> **WHAT YOU WILL DO**:
Could you count how many lines of the data include "Alagoas" and answer with the number only?

> **SUPPLIED MATERIAL**:

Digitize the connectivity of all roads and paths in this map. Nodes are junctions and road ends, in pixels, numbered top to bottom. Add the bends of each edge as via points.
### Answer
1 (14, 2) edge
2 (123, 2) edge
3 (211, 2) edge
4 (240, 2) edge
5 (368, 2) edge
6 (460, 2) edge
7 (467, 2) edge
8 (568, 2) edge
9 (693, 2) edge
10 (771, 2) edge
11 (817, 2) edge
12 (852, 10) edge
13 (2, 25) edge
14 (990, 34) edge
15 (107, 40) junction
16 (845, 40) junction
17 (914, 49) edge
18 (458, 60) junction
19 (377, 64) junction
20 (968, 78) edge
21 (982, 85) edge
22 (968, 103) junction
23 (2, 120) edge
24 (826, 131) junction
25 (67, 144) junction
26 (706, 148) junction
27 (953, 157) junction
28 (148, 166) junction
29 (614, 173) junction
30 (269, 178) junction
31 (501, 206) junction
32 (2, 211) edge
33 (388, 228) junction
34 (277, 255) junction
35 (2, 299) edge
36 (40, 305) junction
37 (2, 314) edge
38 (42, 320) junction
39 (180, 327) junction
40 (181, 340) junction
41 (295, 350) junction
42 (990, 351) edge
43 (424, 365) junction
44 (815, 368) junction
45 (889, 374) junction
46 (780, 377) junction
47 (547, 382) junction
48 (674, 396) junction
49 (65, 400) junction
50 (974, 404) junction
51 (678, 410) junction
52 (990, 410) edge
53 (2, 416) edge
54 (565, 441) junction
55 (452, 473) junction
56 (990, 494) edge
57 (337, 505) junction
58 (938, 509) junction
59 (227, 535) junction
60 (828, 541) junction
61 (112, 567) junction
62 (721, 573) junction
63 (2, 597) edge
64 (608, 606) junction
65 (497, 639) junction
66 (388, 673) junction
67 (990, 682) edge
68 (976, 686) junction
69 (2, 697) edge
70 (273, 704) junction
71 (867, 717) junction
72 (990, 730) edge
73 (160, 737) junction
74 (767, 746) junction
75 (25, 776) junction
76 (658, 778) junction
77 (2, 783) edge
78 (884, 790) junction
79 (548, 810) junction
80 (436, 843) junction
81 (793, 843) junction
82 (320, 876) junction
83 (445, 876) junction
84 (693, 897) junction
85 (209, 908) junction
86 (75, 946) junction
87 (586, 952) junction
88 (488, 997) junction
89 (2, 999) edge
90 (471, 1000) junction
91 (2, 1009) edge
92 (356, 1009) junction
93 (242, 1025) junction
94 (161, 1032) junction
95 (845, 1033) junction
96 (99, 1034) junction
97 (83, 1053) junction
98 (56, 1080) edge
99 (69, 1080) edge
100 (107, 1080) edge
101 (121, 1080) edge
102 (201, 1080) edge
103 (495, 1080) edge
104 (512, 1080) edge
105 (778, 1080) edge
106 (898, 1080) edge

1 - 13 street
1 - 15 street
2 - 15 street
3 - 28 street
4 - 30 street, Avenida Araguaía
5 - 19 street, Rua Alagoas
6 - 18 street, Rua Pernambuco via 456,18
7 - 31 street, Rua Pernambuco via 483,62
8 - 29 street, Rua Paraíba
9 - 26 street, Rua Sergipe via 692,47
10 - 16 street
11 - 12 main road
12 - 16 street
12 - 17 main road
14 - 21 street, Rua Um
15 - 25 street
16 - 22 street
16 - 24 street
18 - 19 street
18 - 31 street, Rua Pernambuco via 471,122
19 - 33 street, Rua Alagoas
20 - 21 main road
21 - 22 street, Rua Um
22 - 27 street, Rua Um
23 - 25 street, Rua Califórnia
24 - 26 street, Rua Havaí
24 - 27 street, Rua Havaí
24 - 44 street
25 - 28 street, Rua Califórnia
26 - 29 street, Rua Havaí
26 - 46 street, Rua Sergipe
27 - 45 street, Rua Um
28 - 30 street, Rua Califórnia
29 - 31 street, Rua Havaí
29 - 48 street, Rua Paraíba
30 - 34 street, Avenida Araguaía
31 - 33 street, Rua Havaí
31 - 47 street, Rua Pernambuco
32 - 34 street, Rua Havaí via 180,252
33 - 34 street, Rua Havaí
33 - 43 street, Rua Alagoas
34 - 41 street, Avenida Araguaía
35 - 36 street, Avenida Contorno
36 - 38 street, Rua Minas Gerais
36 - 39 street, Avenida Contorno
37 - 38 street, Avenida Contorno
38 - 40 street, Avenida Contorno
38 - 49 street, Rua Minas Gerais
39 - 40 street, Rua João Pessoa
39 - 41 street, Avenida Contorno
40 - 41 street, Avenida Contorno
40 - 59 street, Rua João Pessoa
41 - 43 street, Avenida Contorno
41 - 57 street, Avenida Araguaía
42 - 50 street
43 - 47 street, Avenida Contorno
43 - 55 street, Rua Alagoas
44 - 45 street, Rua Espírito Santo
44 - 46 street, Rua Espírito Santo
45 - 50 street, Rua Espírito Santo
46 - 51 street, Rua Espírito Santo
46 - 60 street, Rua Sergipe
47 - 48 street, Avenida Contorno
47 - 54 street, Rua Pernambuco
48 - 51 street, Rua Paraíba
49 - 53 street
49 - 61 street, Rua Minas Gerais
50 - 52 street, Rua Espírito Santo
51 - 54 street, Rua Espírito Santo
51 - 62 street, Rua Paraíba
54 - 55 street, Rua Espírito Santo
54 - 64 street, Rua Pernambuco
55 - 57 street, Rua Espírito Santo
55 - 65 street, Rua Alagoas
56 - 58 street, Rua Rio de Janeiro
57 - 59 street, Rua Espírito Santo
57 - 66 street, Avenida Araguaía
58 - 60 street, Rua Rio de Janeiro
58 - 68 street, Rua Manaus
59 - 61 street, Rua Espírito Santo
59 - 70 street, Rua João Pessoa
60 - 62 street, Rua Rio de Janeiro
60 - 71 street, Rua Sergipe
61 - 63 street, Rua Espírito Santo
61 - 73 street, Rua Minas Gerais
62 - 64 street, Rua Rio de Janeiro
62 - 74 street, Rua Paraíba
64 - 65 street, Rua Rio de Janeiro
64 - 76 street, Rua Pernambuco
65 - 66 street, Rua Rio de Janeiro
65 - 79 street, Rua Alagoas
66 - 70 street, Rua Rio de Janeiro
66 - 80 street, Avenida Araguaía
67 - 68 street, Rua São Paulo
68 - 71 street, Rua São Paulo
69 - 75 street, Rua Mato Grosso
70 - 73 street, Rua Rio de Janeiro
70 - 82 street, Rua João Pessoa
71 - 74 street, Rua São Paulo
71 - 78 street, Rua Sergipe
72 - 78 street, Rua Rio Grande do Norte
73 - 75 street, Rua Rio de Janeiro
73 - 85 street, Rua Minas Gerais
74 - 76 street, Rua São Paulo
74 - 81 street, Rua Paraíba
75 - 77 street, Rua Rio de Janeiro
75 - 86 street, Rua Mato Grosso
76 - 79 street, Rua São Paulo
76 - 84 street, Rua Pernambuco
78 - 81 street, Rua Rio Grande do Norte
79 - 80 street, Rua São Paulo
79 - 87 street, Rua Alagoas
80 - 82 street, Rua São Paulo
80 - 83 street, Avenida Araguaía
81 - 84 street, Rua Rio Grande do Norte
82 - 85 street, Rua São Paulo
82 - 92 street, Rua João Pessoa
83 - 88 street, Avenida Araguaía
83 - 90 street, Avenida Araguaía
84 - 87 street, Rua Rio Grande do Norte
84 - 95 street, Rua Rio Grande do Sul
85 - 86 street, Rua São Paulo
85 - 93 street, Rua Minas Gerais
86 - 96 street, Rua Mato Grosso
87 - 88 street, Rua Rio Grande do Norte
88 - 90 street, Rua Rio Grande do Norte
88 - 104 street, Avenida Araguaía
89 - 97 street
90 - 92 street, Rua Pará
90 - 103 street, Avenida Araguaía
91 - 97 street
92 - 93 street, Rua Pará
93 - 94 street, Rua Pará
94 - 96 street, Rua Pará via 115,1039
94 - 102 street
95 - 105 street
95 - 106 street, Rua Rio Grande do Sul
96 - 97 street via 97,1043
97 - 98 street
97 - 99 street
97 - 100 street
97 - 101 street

> **EXERCISE OUTPUT**:
7